Stored items »
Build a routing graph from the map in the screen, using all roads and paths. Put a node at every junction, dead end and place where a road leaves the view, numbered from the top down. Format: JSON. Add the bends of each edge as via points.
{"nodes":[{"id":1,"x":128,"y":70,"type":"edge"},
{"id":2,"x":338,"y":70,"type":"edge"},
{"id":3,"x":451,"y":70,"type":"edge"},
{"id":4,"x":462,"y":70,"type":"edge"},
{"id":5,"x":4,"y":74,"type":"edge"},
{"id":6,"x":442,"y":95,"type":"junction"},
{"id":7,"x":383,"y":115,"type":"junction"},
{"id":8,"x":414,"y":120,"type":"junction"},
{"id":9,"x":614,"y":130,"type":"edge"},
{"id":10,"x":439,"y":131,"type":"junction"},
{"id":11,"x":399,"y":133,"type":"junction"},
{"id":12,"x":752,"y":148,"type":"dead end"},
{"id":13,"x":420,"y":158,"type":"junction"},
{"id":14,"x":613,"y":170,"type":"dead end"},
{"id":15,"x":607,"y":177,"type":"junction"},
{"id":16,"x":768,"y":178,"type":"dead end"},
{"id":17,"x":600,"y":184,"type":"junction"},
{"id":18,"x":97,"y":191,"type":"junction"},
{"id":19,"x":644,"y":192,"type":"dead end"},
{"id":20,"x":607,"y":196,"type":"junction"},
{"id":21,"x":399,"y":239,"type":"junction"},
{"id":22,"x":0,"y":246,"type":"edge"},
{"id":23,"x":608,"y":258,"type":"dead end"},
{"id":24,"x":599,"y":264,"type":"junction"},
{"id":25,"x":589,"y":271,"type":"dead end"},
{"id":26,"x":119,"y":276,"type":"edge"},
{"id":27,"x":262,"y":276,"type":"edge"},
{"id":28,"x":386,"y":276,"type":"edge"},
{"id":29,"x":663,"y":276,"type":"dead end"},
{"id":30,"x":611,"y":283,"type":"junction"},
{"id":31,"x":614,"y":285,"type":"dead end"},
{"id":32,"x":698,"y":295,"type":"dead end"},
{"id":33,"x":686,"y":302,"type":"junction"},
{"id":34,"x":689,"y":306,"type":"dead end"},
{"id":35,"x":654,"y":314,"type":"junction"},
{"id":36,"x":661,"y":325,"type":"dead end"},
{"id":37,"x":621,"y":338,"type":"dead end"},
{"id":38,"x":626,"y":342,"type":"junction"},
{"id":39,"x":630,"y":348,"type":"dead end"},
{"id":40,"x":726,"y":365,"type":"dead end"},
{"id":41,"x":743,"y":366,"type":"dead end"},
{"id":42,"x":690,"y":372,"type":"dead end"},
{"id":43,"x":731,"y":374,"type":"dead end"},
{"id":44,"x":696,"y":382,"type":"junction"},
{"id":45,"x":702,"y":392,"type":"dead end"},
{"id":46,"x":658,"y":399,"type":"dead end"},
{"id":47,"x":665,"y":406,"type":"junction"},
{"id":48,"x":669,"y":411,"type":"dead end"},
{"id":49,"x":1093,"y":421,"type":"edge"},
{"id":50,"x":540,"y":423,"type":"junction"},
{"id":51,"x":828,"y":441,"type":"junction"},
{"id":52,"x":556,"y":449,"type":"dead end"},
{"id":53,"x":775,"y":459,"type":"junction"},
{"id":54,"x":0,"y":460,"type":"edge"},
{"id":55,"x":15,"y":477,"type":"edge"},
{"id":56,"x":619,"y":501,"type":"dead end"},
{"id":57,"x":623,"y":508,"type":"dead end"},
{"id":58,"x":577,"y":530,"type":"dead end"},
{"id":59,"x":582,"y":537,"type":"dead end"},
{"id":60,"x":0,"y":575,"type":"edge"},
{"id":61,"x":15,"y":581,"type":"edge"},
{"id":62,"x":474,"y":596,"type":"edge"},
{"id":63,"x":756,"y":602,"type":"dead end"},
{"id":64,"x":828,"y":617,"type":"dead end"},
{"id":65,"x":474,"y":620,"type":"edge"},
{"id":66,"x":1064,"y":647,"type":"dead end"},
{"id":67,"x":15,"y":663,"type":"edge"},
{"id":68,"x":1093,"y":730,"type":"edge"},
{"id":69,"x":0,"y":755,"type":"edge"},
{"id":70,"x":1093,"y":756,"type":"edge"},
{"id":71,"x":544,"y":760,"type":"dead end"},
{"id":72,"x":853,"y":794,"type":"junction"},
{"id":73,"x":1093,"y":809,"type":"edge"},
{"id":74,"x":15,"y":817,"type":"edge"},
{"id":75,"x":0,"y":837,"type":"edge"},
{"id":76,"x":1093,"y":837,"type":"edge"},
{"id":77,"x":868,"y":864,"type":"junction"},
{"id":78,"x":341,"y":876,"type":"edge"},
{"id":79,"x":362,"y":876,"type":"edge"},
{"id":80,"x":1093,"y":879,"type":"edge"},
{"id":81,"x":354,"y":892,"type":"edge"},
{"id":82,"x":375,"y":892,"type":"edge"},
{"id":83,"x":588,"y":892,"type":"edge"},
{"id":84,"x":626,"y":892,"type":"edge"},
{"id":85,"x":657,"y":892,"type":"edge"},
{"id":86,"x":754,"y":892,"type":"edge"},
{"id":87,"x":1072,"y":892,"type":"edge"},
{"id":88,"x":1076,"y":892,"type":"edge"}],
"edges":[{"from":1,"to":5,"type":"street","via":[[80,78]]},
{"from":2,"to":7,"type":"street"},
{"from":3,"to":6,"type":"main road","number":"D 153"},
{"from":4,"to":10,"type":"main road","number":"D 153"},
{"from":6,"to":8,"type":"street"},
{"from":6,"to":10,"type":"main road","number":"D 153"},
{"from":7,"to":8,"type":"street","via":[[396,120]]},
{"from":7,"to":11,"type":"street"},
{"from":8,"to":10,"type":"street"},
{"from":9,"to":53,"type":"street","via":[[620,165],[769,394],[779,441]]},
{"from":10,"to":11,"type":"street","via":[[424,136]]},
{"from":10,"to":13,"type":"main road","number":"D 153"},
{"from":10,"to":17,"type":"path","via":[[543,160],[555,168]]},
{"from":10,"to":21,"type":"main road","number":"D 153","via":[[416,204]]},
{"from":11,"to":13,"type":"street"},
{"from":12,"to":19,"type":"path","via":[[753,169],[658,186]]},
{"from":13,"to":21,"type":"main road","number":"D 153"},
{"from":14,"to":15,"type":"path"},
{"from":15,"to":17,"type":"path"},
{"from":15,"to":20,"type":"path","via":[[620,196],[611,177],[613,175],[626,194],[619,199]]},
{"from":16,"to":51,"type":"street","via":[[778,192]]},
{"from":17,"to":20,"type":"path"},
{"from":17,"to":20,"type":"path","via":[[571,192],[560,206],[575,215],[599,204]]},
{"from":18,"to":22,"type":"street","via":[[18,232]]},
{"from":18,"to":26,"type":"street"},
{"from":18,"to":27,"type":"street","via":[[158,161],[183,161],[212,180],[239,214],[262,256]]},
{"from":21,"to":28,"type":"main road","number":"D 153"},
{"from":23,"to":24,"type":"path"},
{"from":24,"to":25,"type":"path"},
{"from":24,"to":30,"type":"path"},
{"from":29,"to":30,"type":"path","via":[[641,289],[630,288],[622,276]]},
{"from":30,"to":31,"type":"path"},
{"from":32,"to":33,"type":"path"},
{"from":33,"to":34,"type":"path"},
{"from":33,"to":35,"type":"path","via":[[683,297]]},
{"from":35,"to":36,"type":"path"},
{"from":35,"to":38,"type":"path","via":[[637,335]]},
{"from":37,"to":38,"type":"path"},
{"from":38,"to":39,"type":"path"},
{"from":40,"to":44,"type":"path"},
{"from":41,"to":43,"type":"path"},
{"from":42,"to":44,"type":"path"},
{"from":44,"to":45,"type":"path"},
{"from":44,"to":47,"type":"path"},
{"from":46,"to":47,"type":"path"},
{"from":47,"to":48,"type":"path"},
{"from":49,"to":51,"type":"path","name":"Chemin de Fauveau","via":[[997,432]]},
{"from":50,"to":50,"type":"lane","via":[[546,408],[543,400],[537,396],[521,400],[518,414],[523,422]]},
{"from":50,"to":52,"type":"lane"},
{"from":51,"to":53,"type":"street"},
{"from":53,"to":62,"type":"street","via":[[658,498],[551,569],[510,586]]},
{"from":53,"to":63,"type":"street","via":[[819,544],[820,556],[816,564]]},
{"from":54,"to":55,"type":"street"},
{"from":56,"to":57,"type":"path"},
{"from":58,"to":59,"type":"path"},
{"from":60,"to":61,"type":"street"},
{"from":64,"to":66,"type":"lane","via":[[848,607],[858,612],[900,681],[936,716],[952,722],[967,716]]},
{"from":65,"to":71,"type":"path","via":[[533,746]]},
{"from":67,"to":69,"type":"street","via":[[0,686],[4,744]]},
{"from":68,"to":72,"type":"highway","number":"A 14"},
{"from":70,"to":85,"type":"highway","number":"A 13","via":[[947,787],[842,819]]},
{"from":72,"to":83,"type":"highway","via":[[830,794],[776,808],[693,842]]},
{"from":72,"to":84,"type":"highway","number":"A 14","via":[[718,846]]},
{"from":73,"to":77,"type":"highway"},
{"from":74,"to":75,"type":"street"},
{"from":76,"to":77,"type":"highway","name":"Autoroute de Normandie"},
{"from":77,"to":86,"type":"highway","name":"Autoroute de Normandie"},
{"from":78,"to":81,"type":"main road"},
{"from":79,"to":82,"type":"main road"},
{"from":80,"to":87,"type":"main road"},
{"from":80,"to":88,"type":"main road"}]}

Your goal » Which lines above hold the string "Autoroute"? Copy each of them.

Response to the task »
{"from":76,"to":77,"type":"highway","name":"Autoroute de Normandie"},
{"from":77,"to":86,"type":"highway","name":"Autoroute de Normandie"},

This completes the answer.